↓

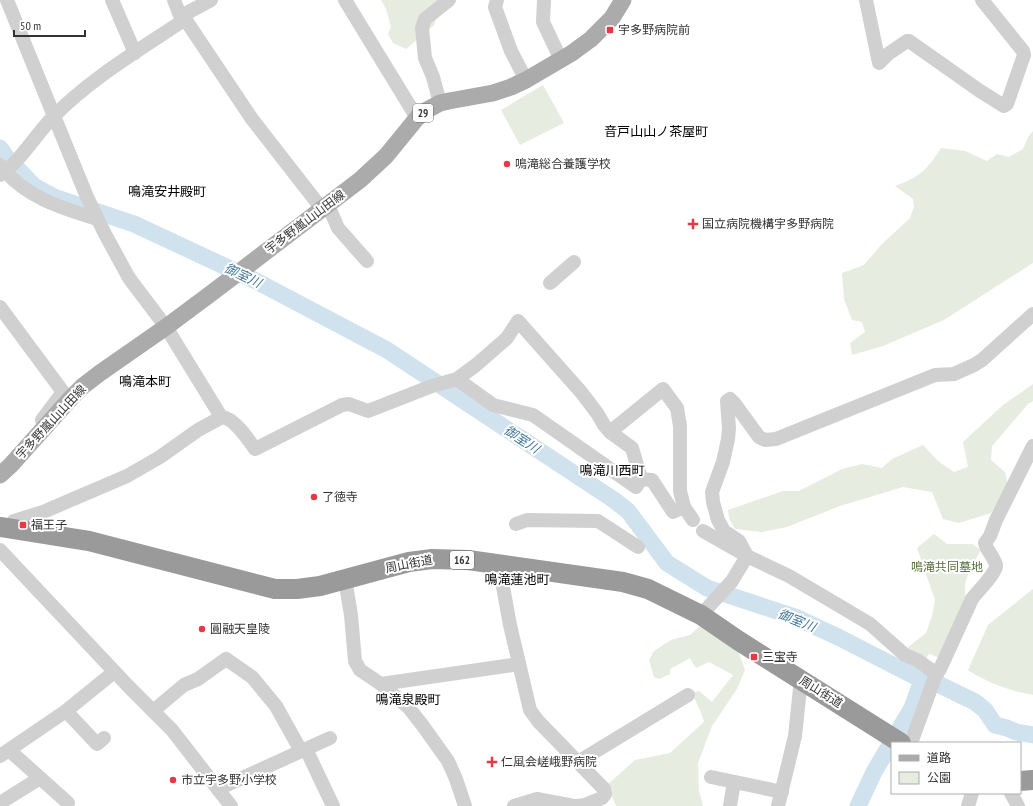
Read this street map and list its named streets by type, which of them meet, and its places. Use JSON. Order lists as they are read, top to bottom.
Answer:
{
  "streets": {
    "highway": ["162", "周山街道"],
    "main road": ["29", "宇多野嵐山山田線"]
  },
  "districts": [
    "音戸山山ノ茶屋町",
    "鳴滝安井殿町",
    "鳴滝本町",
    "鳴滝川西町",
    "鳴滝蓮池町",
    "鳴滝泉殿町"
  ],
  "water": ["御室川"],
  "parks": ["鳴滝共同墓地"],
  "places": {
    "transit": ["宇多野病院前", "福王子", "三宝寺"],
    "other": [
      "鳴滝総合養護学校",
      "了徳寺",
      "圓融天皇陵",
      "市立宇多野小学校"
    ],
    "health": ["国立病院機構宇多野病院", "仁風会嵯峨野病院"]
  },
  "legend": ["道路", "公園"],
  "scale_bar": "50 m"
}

↑

● Exercise instructions: Print every record exactly without the images.

● Answer to the problem:
Read this street map and list its named streets by type, which of them meet, and its places. Use JSON. Order lists as they are read, top to bottom.
Answer:
{
  "streets": {
    "highway": ["162", "周山街道"],
    "main road": ["29", "宇多野嵐山山田線"]
  },
  "districts": [
    "音戸山山ノ茶屋町",
    "鳴滝安井殿町",
    "鳴滝本町",
    "鳴滝川西町",
    "鳴滝蓮池町",
    "鳴滝泉殿町"
  ],
  "water": ["御室川"],
  "parks": ["鳴滝共同墓地"],
  "places": {
    "transit": ["宇多野病院前", "福王子", "三宝寺"],
    "other": [
      "鳴滝総合養護学校",
      "了徳寺",
      "圓融天皇陵",
      "市立宇多野小学校"
    ],
    "health": ["国立病院機構宇多野病院", "仁風会嵯峨野病院"]
  },
  "legend": ["道路", "公園"],
  "scale_bar": "50 m"
}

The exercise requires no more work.